── Study material ──
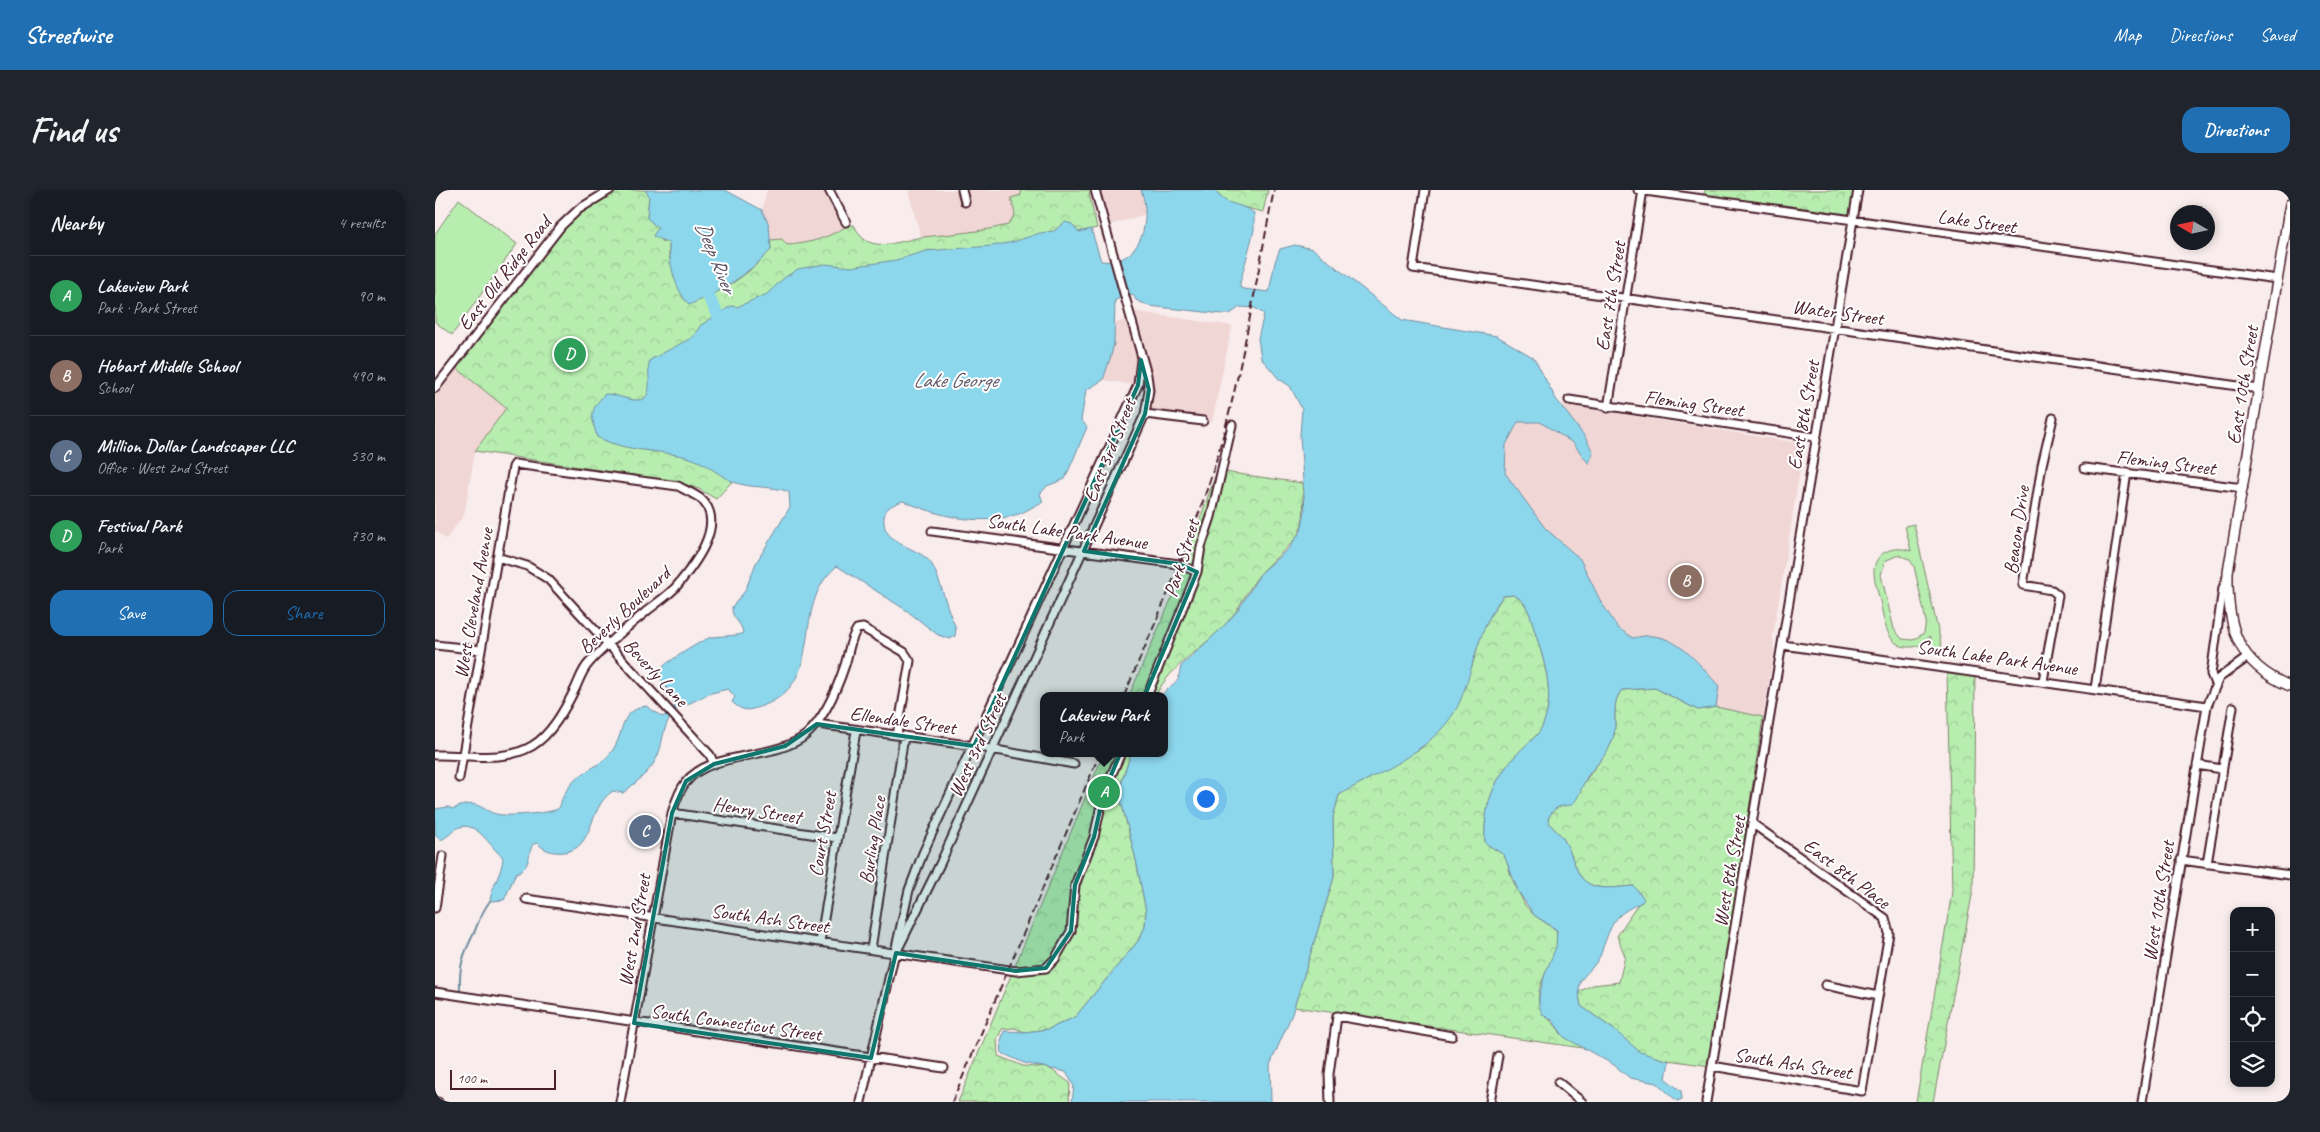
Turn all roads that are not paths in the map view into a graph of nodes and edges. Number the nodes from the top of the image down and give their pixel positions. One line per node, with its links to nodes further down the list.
1 (610, 190): 17 (street, East Old Ridge Road)
2 (829, 190): 12 (street)
3 (962, 190): 9 (street)
4 (1095, 190): 16 (street, East 3rd Street)
5 (1425, 190): 14 (street, Water Street)
6 (1638, 190): 7 (street, Lake Street)
7 (1643, 190): 11 (street, Lake Street); 14 (street, East 7th Street)
8 (1859, 190): 11 (street, East 8th Street)
9 (965, 202)
10 (2290, 204): 13 (main road, East 10th Street)
11 (1853, 220): 13 (street, Lake Street); 15 (street, East 8th Street)
12 (846, 222)
13 (2277, 279): 18 (main road, East 10th Street)
14 (1624, 297): 15 (street, Water Street); 20 (street, East 7th Street)
15 (1835, 329): 18 (street, Water Street); 25 (street, East 8th Street)
16 (1141, 360): 21 (street, East 3rd Street); 30 (street, East 3rd Street)
17 (435, 388)
18 (2259, 389): 28 (main road, East 10th Street)
19 (1569, 400): 20 (street, Fleming Street)
20 (1609, 408): 25 (street, Fleming Street)
21 (1145, 414): 23 (street); 31 (street, East 3rd Street)
22 (2053, 418): 42 (street, Beacon Drive)
23 (1203, 421)
24 (1233, 425): 34 (street, Park Street)
25 (1815, 437): 38 (street, East 8th Street)
26 (2085, 468): 27 (street, Fleming Street)
27 (2127, 472): 28 (street, Fleming Street); 45 (street)
28 (2243, 488): 35 (main road, East 10th Street)
29 (932, 531): 30 (street, South Lake Park Avenue)
30 (1064, 548): 31 (street, South Lake Park Avenue); 52 (street, West 3rd Street)
31 (1084, 551): 34 (street, South Lake Park Avenue); 53 (street, West 3rd Street)
32 (497, 556): 33 (street, West Cleveland Avenue); 36 (street, Beverly Lane); 39 (street, West Cleveland Avenue)
33 (693, 565): 36 (street, Beverly Boulevard)
34 (1197, 572): 46 (street, Park Street)
35 (2229, 572): 40 (main road, East 10th Street); 43 (street, East 10th Street)
36 (607, 643): 54 (street, Beverly Boulevard); 57 (street, Beverly Lane)
37 (435, 645): 39 (street)
38 (1783, 645): 42 (street, South Lake Park Avenue); 63 (street, West 8th Street)
39 (481, 650): 54 (street, West Cleveland Avenue)
40 (2248, 657): 43 (street, East 10th Street); 44 (main road)
41 (910, 661): 49 (street, West 2nd Street); 51 (street, Burling Place)
42 (2043, 681): 45 (street, South Lake Park Avenue)
43 (2215, 684): 47 (street, East 10th Street)
44 (2290, 686)
45 (2095, 688): 47 (street, South Lake Park Avenue)
46 (1149, 692)
47 (2207, 706): 59 (street, West 10th Street)
48 (2233, 707): 60 (street)
49 (817, 724): 50 (street, Ellendale Street); 57 (street, West 2nd Street)
50 (856, 731): 51 (street, Ellendale Street); 64 (street, Court Street)
51 (901, 736): 52 (street, Ellendale Street); 73 (street, Burling Place)
52 (974, 746): 53 (street, Ellendale Street); 74 (street, West 3rd Street)
53 (993, 749): 58 (street, Ellendale Street); 74 (street, West 3rd Street)
54 (463, 754): 55 (street, Beverly Boulevard); 61 (street, West Cleveland Avenue)
55 (435, 755)
56 (1119, 757): 74 (street, South Ash Street)
57 (714, 764): 62 (street, West 2nd Street)
58 (1074, 764)
59 (2197, 765): 60 (street); 66 (street, West 10th Street)
60 (2222, 769): 67 (street)
61 (459, 778)
62 (672, 813): 64 (street, Henry Street); 71 (street, West 2nd Street)
63 (1753, 824): 77 (street, East 8th Place); 82 (street, West 8th Street)
64 (837, 838): 72 (street, Court Street)
65 (443, 856): 70 (street)
66 (2181, 860): 67 (street); 91 (street, West 10th Street)
67 (2207, 864): 68 (street)
68 (2290, 875)
69 (526, 899): 71 (street, South Ash Street)
70 (435, 908)
71 (653, 918): 72 (street, South Ash Street); 78 (street, West 2nd Street)
72 (819, 942): 73 (street, South Ash Street)
73 (871, 949): 74 (street, South Ash Street)
74 (896, 953): 81 (street, West 3rd Street)
75 (1825, 985): 77 (street)
76 (435, 992): 78 (street, South Connecticut Street)
77 (1878, 996): 82 (street, South Ash Street)
78 (634, 1023): 81 (street, South Connecticut Street); 85 (street, West 2nd Street)
79 (1452, 1036): 87 (street)
80 (1497, 1056): 88 (street)
81 (871, 1058): 83 (street, South Connecticut Street); 86 (street, West 3rd Street)
82 (1712, 1066): 90 (street, West 8th Street)
83 (944, 1068)
84 (1557, 1082): 89 (street)
85 (620, 1102)
86 (861, 1102)
87 (1330, 1102)
88 (1490, 1102)
89 (1582, 1102)
90 (1706, 1102)
91 (2143, 1102)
───
▶ **Work item**
Whatever the records hold apart from pictures should be repeated exactly.

▶ **Problem solution**
Turn all roads that are not paths in the map view into a graph of nodes and edges. Number the nodes from the top of the image down and give their pixel positions. One line per node, with its links to nodes further down the list.
1 (610, 190): 17 (street, East Old Ridge Road)
2 (829, 190): 12 (street)
3 (962, 190): 9 (street)
4 (1095, 190): 16 (street, East 3rd Street)
5 (1425, 190): 14 (street, Water Street)
6 (1638, 190): 7 (street, Lake Street)
7 (1643, 190): 11 (street, Lake Street); 14 (street, East 7th Street)
8 (1859, 190): 11 (street, East 8th Street)
9 (965, 202)
10 (2290, 204): 13 (main road, East 10th Street)
11 (1853, 220): 13 (street, Lake Street); 15 (street, East 8th Street)
12 (846, 222)
13 (2277, 279): 18 (main road, East 10th Street)
14 (1624, 297): 15 (street, Water Street); 20 (street, East 7th Street)
15 (1835, 329): 18 (street, Water Street); 25 (street, East 8th Street)
16 (1141, 360): 21 (street, East 3rd Street); 30 (street, East 3rd Street)
17 (435, 388)
18 (2259, 389): 28 (main road, East 10th Street)
19 (1569, 400): 20 (street, Fleming Street)
20 (1609, 408): 25 (street, Fleming Street)
21 (1145, 414): 23 (street); 31 (street, East 3rd Street)
22 (2053, 418): 42 (street, Beacon Drive)
23 (1203, 421)
24 (1233, 425): 34 (street, Park Street)
25 (1815, 437): 38 (street, East 8th Street)
26 (2085, 468): 27 (street, Fleming Street)
27 (2127, 472): 28 (street, Fleming Street); 45 (street)
28 (2243, 488): 35 (main road, East 10th Street)
29 (932, 531): 30 (street, South Lake Park Avenue)
30 (1064, 548): 31 (street, South Lake Park Avenue); 52 (street, West 3rd Street)
31 (1084, 551): 34 (street, South Lake Park Avenue); 53 (street, West 3rd Street)
32 (497, 556): 33 (street, West Cleveland Avenue); 36 (street, Beverly Lane); 39 (street, West Cleveland Avenue)
33 (693, 565): 36 (street, Beverly Boulevard)
34 (1197, 572): 46 (street, Park Street)
35 (2229, 572): 40 (main road, East 10th Street); 43 (street, East 10th Street)
36 (607, 643): 54 (street, Beverly Boulevard); 57 (street, Beverly Lane)
37 (435, 645): 39 (street)
38 (1783, 645): 42 (street, South Lake Park Avenue); 63 (street, West 8th Street)
39 (481, 650): 54 (street, West Cleveland Avenue)
40 (2248, 657): 43 (street, East 10th Street); 44 (main road)
41 (910, 661): 49 (street, West 2nd Street); 51 (street, Burling Place)
42 (2043, 681): 45 (street, South Lake Park Avenue)
43 (2215, 684): 47 (street, East 10th Street)
44 (2290, 686)
45 (2095, 688): 47 (street, South Lake Park Avenue)
46 (1149, 692)
47 (2207, 706): 59 (street, West 10th Street)
48 (2233, 707): 60 (street)
49 (817, 724): 50 (street, Ellendale Street); 57 (street, West 2nd Street)
50 (856, 731): 51 (street, Ellendale Street); 64 (street, Court Street)
51 (901, 736): 52 (street, Ellendale Street); 73 (street, Burling Place)
52 (974, 746): 53 (street, Ellendale Street); 74 (street, West 3rd Street)
53 (993, 749): 58 (street, Ellendale Street); 74 (street, West 3rd Street)
54 (463, 754): 55 (street, Beverly Boulevard); 61 (street, West Cleveland Avenue)
55 (435, 755)
56 (1119, 757): 74 (street, South Ash Street)
57 (714, 764): 62 (street, West 2nd Street)
58 (1074, 764)
59 (2197, 765): 60 (street); 66 (street, West 10th Street)
60 (2222, 769): 67 (street)
61 (459, 778)
62 (672, 813): 64 (street, Henry Street); 71 (street, West 2nd Street)
63 (1753, 824): 77 (street, East 8th Place); 82 (street, West 8th Street)
64 (837, 838): 72 (street, Court Street)
65 (443, 856): 70 (street)
66 (2181, 860): 67 (street); 91 (street, West 10th Street)
67 (2207, 864): 68 (street)
68 (2290, 875)
69 (526, 899): 71 (street, South Ash Street)
70 (435, 908)
71 (653, 918): 72 (street, South Ash Street); 78 (street, West 2nd Street)
72 (819, 942): 73 (street, South Ash Street)
73 (871, 949): 74 (street, South Ash Street)
74 (896, 953): 81 (street, West 3rd Street)
75 (1825, 985): 77 (street)
76 (435, 992): 78 (street, South Connecticut Street)
77 (1878, 996): 82 (street, South Ash Street)
78 (634, 1023): 81 (street, South Connecticut Street); 85 (street, West 2nd Street)
79 (1452, 1036): 87 (street)
80 (1497, 1056): 88 (street)
81 (871, 1058): 83 (street, South Connecticut Street); 86 (street, West 3rd Street)
82 (1712, 1066): 90 (street, West 8th Street)
83 (944, 1068)
84 (1557, 1082): 89 (street)
85 (620, 1102)
86 (861, 1102)
87 (1330, 1102)
88 (1490, 1102)
89 (1582, 1102)
90 (1706, 1102)
91 (2143, 1102)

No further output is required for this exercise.